Во-вторых, чистое музыкальное бытие, сливая внеположные части, является, конечно, неспособным изображать пространственные, физические вещи, но зато только оно и может изобразить ту сокровенную гилетическую сущность, из которой они, так сказать, сделаны.
Это должно быть ясно из того, что «содержание» музыки мы часто пытаемся передать образами, – однако не просто образами (ибо музыка не терпит никакого пространства), а образами символическими, указующими на какую-то несказáнную тайну, которая под этими образами кроется. Эта тайна и есть предмет музыки. Она – нерасчленима и невыявляема, она мучительно-сладко чуется сердцем и кипит в душе. Она – вечный хаос всех вещей, их исконная, отвечная сущность. И насыщая нашу образность, нагнетая в ней тайну и делая образность символической и мистической, музыка заставляет эти образы, при внешней их (пространственно-зрительной) разобщенности, все же хранить в себе тайну некоей мистической слитости и взаимопроникновения. Такова и есть сущность мистической образности, или мифа. Это ясно из такого описания музыки у кн. В. Одоевского.
У кн. В. Одоевского, в его «Русских ночах», есть удивительное описание одного бала и музыки, превращающее этот бал в ту символическую картину сущности жизни, которая невыявленно кроется в музыке, и лишь символическое слово способно вскрыть эту страшную сущность и ее тайны.
«Бал разгорался час от часу сильнее; тонкий чад волновался над бесчисленными тускнеющими свечами; сквозь него трепетали штофные занавесы, мраморные вазы, золотые кисти, барельефы, колонны, картины; от обнаженной груди красавиц поднимался знойный воздух и часто, когда пáры, будто бы вырвавшись из рук чародея, в быстром кружении промелькали перед глазами, – вас, как в безводных степях Аравии, обдавал горячий, удушающий ветер; час от часу скорее развивались душистые локоны; смятая дымка небрежнее свертывалась на распаленные плечи; быстрее бился пульс; чаще встречались руки, близились вспыхивающие лица; томнее делались взоры, слышнее смех и шепот; старики поднимались с мест своих, расправляли бессильные члены, и в полупотухших, остолбенелых глазах мешалась горькая зависть с горьким воспоминанием прошедшего, – и все вертелось, прыгало, бесновалось в сладострастном безумии…
На небольшом возвышении с визгом скользили смычки по натянутым струнам; трепетал могильный голос валторн, и однообразные звуки литавр отзывались насмешливым хохотом.

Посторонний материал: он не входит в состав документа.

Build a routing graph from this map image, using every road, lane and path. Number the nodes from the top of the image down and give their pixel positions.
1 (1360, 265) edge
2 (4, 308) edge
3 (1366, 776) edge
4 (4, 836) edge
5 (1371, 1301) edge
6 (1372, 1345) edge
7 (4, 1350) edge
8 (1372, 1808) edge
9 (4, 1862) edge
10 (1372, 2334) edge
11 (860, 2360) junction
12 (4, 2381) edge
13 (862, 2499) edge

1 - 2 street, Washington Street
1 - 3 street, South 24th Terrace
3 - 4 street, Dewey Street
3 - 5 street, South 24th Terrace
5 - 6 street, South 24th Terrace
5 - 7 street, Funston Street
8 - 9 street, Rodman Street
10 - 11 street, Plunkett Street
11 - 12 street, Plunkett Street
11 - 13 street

Седой капельмейстер, с улыбкой на лице, вне себя от восторга, беспрестанно учащал размер и взором, телодвижениями возбуждал утомленных музыкантов.
– Не правда ли, – говорил он мне отрывисто, не оставляя смычка, – не правда ли, я говорил, что бал будет на славу, – и сдержал свое слово; все дело в музыке; я ее нарочно так и составил, чтобы она с места поднимала… не давала бы задуматься… так приказано… В сочинениях славных музыкантов есть странные места – я славно подобрал их – в этом все дело; вот, слышите: это вопль Донны-Анны, когда Дон-Жуан насмехается над нею; вот стон умирающего командора; вот минута, когда Отелло начинает верить своей ревности, – вот последняя молитва Дездемоны.

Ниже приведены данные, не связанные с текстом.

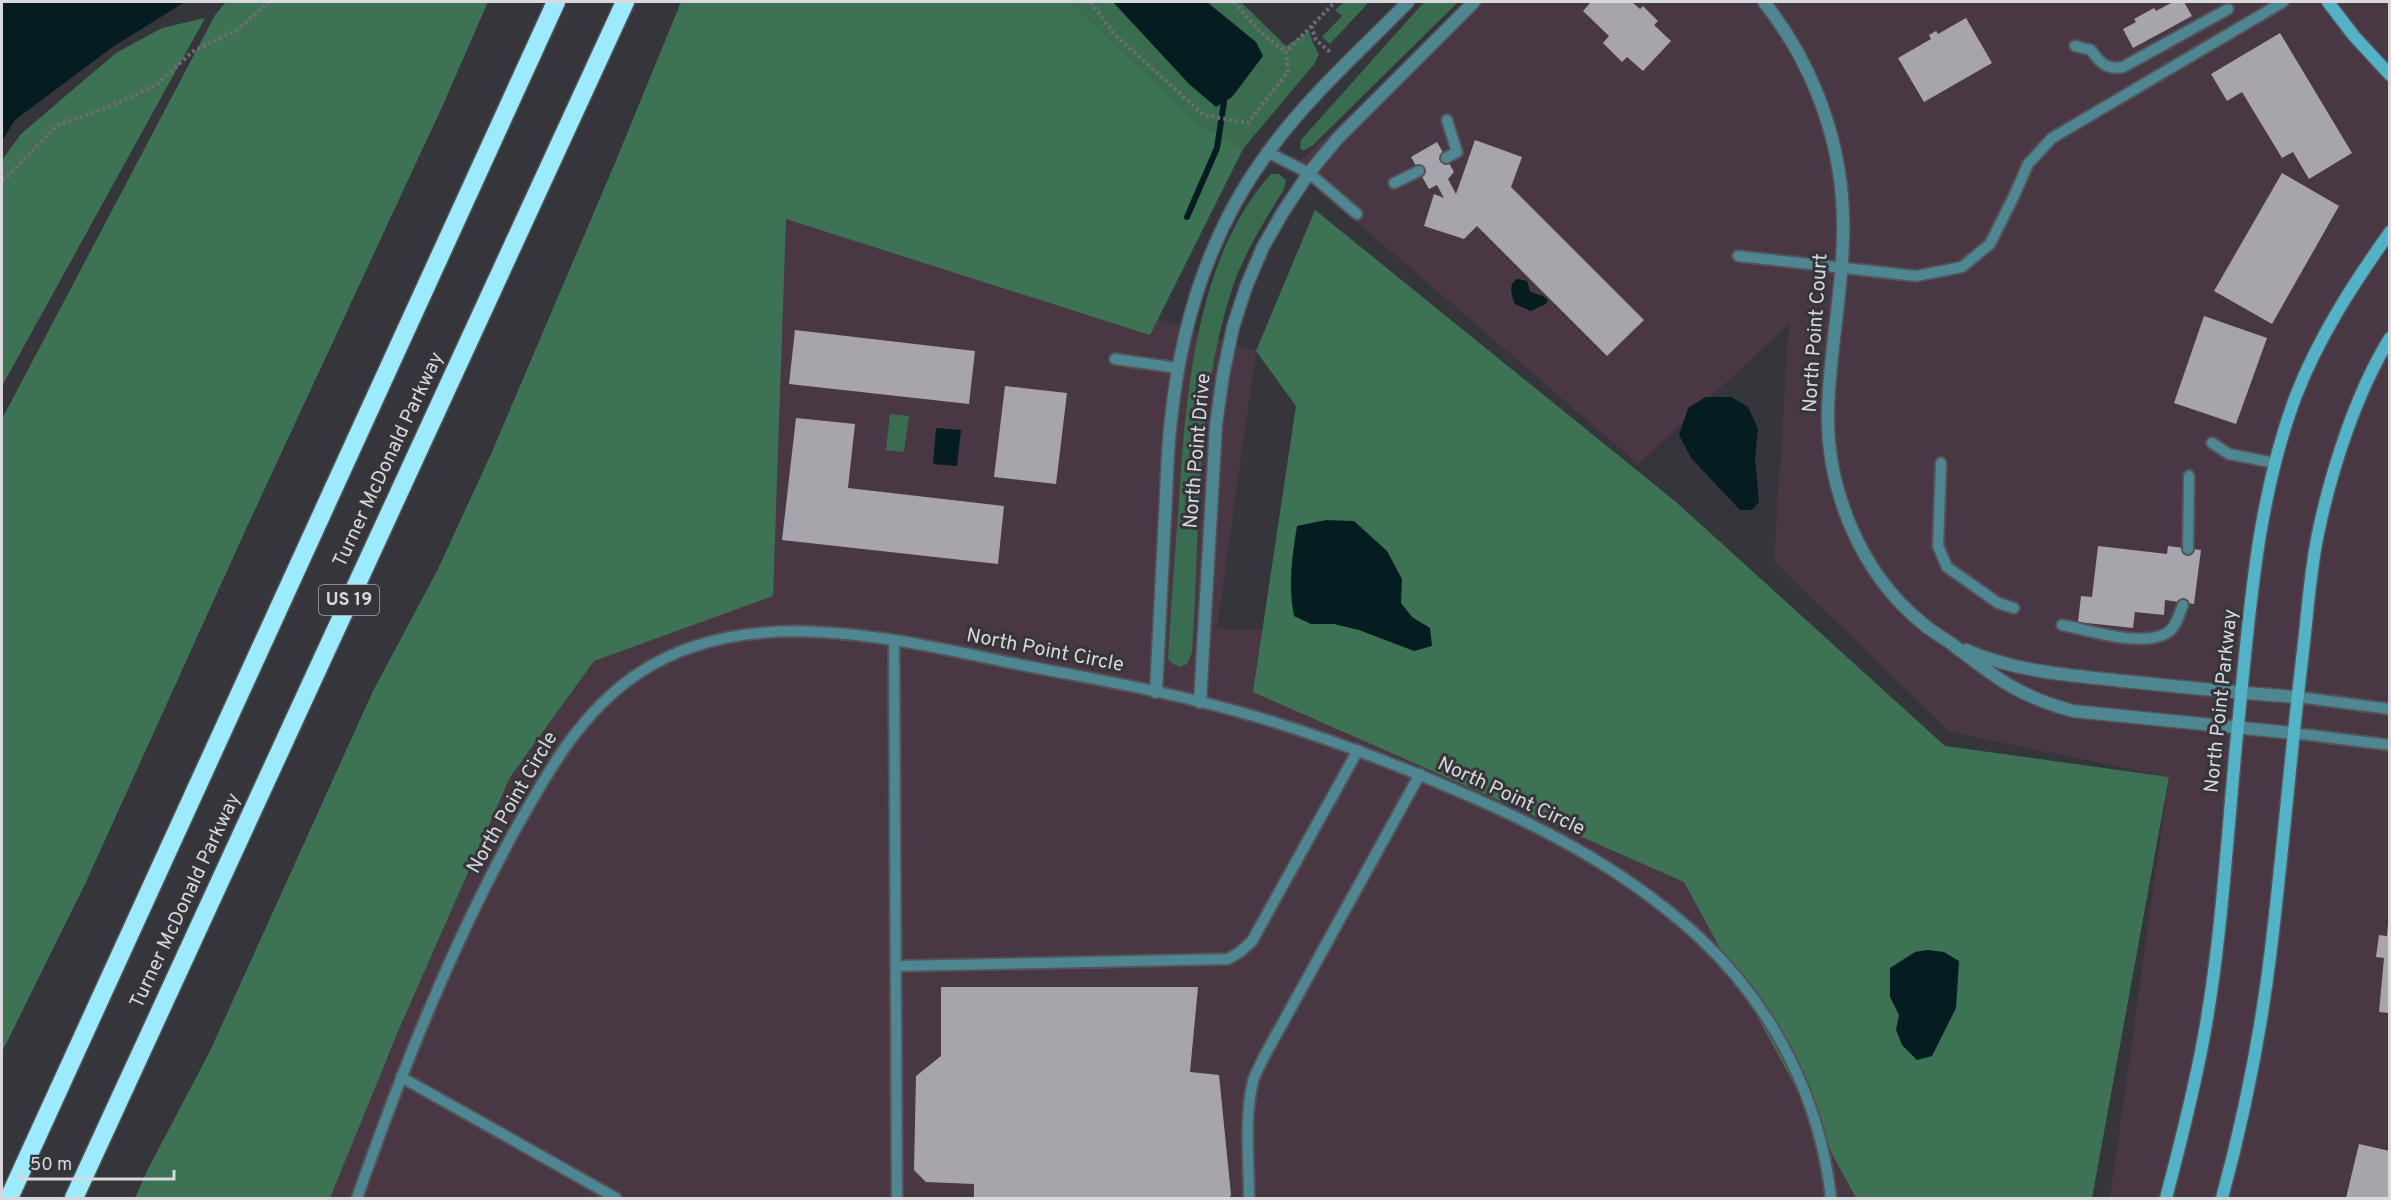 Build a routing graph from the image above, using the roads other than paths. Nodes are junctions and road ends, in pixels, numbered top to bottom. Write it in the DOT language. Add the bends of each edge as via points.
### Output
graph roads {
  1 [pos="552,2"];
  2 [pos="556,2"];
  3 [pos="625,2"];
  4 [pos="1408,2"];
  5 [pos="1474,2"];
  6 [pos="2283,2"];
  7 [pos="2328,2"];
  8 [pos="1769,3"];
  9 [pos="2228,9"];
  10 [pos="544,27"];
  11 [pos="2075,46"];
  12 [pos="2390,75"];
  13 [pos="1447,120"];
  14 [pos="1267,152"];
  15 [pos="1446,158"];
  16 [pos="1419,171"];
  17 [pos="1309,173"];
  18 [pos="1394,183"];
  19 [pos="1357,214"];
  20 [pos="2390,232"];
  21 [pos="1738,256"];
  22 [pos="1842,269"];
  23 [pos="2390,338"];
  24 [pos="1115,359"];
  25 [pos="1178,368"];
  26 [pos="2212,443"];
  27 [pos="1941,463"];
  28 [pos="2275,463"];
  29 [pos="2189,476"];
  30 [pos="2188,549"];
  31 [pos="2183,605"];
  32 [pos="2014,608"];
  33 [pos="2062,625"];
  34 [pos="894,642"];
  35 [pos="1951,644"];
  36 [pos="1156,692"];
  37 [pos="2241,694"];
  38 [pos="2298,697"];
  39 [pos="1200,702"];
  40 [pos="2390,709"];
  41 [pos="2238,729"];
  42 [pos="2293,733"];
  43 [pos="2390,745"];
  44 [pos="1358,750"];
  45 [pos="1420,774"];
  46 [pos="896,966"];
  47 [pos="401,1077"];
  48 [pos="9,1198"];
  49 [pos="74,1198"];
  50 [pos="357,1198"];
  51 [pos="616,1198"];
  52 [pos="897,1198"];
  53 [pos="1249,1198"];
  54 [pos="1831,1198"];
  55 [pos="2166,1198"];
  56 [pos="2222,1198"];
  1 -- 10 [label="highway"];
  2 -- 10 [label="highway, Turner McDonald Parkway / US 19"];
  3 -- 49 [label="highway, Turner McDonald Parkway / US 19"];
  4 -- 14 [label="street, North Point Drive"];
  5 -- 17 [label="street, North Point Drive" via="1344,131"];
  6 -- 22 [label="lane" via="2052,138 2028,164 1990,244 1962,267 1916,276"];
  7 -- 12 [label="street"];
  8 -- 22 [label="street, North Point Court" via="1809,74 1831,135 1842,198"];
  9 -- 11 [label="lane" via="2123,68 2106,66 2091,50"];
  10 -- 48 [label="highway, Turner McDonald Parkway / US 19"];
  13 -- 15 [label="lane" via="1457,152"];
  14 -- 17 [label="lane"];
  14 -- 25 [label="street, North Point Drive" via="1222,227 1203,271"];
  16 -- 18 [label="lane"];
  17 -- 19 [label="lane"];
  17 -- 39 [label="street, North Point Drive" via="1263,247 1233,327 1223,375 1216,425"];
  20 -- 28 [label="street, North Point Parkway" via="2352,285 2322,339 2295,398"];
  21 -- 22 [label="lane"];
  22 -- 35 [label="street, North Point Court" via="1828,410 1829,448 1846,515 1876,572 1897,599 1921,623"];
  23 -- 38 [label="street" via="2356,407 2326,498 2315,551"];
  24 -- 25 [label="lane"];
  25 -- 36 [label="street, North Point Drive" via="1170,421"];
  26 -- 28 [label="lane" via="2229,454"];
  27 -- 32 [label="lane" via="1938,546 1947,567 1998,603"];
  28 -- 37 [label="street, North Point Parkway" via="2260,533"];
  29 -- 30 [label="lane"];
  31 -- 33 [label="lane" via="2169,633 2150,639"];
  34 -- 36 [label="lane, North Point Circle"];
  34 -- 46 [label="lane"];
  34 -- 47 [label="lane, North Point Circle" via="808,632 738,634 667,657 614,692 574,733 529,805 466,927"];
  35 -- 37 [label="street, North Point Court" via="1980,656 2044,672"];
  35 -- 41 [label="street, North Point Court" via="2010,688 2040,702 2073,711"];
  36 -- 39 [label="lane, North Point Circle"];
  37 -- 38 [label="street, North Point Court"];
  37 -- 41 [label="street, North Point Parkway"];
  38 -- 40 [label="lane"];
  38 -- 42 [label="street"];
  39 -- 44 [label="lane, North Point Circle"];
  41 -- 42 [label="street, North Point Court"];
  41 -- 55 [label="street, North Point Parkway" via="2207,1017"];
  42 -- 43 [label="lane"];
  42 -- 56 [label="street" via="2271,950 2257,1045"];
  44 -- 45 [label="lane, North Point Circle"];
  44 -- 46 [label="lane" via="1252,941 1228,959"];
  45 -- 53 [label="lane" via="1254,1078 1248,1126"];
  45 -- 54 [label="lane, North Point Circle" via="1590,855 1657,902 1720,959 1772,1026 1799,1077 1822,1142"];
  46 -- 52 [label="lane"];
  47 -- 50 [label="lane, North Point Circle"];
  47 -- 51 [label="lane"];
}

Еще долго капельмейстер исчислял мне все человеческие страдания, получившие голос в произведениях славных музыкантов; но я не слушал его более, – я заметил в музыке что-то обворожительно-ужасное; я заметил, что к каждому звуку присоединялся другой звук, более пронзительный, от которого холод пробегал по жилам и волосы дыбом становились; прислушиваюсь: то как будто крик страждущего младенца, или буйный вопль юноши, или визг матери над окровавленным сыном, или трепещущее стенание старца, и все голоса различных терзаний человеческих явились мне разложенными по степеням одной бесконечной гаммы, продолжавшейся от первого вопля новорожденного, до последней мысли умирающего Байрона: каждый звук вырывался из раздраженного нерва, и каждый напев был судорожным движением.